For any comparison you want to do, the Signal API endpoint under Commands node of my Dreo Tower Fan device shows as:
{“freq”:38,“bps”:40000,“deviation”:0,“reps”:1,“modulation”:“OOK”,“encoding”:“hex”,“data”:“FFC000FFFFF000000000003FFFFFFFFFFFFE0001FFFFFFFFFFFFF0001FFFFC000000000007FFFF000000000001FFFFC000000000007FFFFFFFFFFFF0000000000000000000000000000000000000000000000000000000000000000000000000FFFFFFFFF…”}.
Mine works with a rep of 1, but you can always patch the reps up to try to avoid having to mash the button repeatedly…

I believe I have my Bond Bridge mounted upside down actually, the power cable is connected to the bottom of the device. Very good to know that the LEDs are angled though. Opening it up isn’t out of the question…

I mentioned in my post, but I did try to prop up my tower fan to the same height as the Bond Bridge, Though it was actually slightly higher, and It didn’t work. I also should’ve mentioned I have it mounted flat against the wall with the top of it pointing out like residualimages described, not on a shelf or anything.

My Dreo fan unfortunately was the model just before they added network capability; Checking the amazon listing I can see it’s been replaced with an internet connected variant. For the record, this is the listing for it (which now mentions wifi connectivity): https://www.amazon.com/gp/product/B09M8PMW26/
The model number for this fan is “DR-HTF004S” While the back of mine is “DR-HTF004”. Darn.

I decided to do some more testing, and found that when propping it up to be roughly the same height as the Bond Bridge (not higher than it), If I spammed the power toggle button I could get it to turn on. It wouldn’t turn on with a single press, however.

I also tried moving it closer (within 3 feet) but slightly offset it so it was facing slightly to the right of the Bond Bridge and it displayed the same behavior, I could get it to turn on after several presses of the power toggle, but nothing on a single press. Facing it directly towards the Bond Bridge, it turned on with a single press like I found before.

Also something to mention is that my TV is only a couple feet off the ground, about 4 feet lower than my AVR or the tower fan when propped up.
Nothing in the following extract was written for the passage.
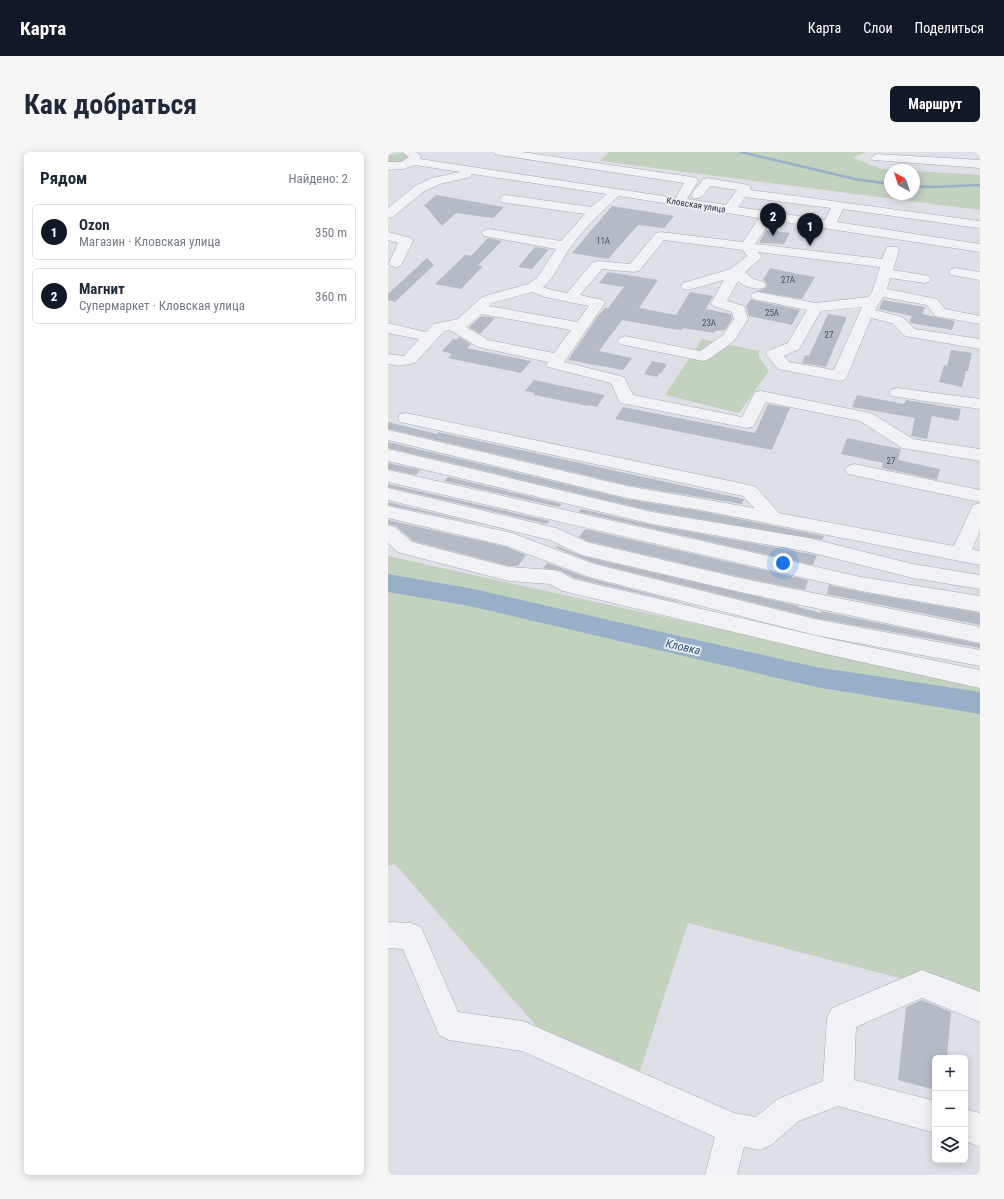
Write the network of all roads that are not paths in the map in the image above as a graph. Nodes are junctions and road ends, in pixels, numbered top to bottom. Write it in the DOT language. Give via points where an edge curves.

The TV gets turned off and on no problem.

At this point I’m considering 2 possibilities:

  1. The tower fan is simply in some sort of “dead spot” that the IR LEDs on the Bond Bridge can’t reach consistently.
  2. The tower fan’s IR sensor is positioned so weirdly or is so not sensitive that nothing short of a direct blast of powerful IR light can control it, which the Bond Bridge can’t deliver when it’s as far away as it is.

If it’s the first, then maybe opening it up like merck described and readjusting the LEDs might work. If it’s the second, then I think it’s time for me to look for a new tower fan. Of course, if anyone else has any ideas I’m absolutely all ears.

You could also try increasing the reps, which is kind of the same as pressing multiple times. https://www.youtube.com/watch?v=RWOH2WqzNOU

There is a risk that it would toggle back off though. Depends on how they implemented the toggle logic in the fan.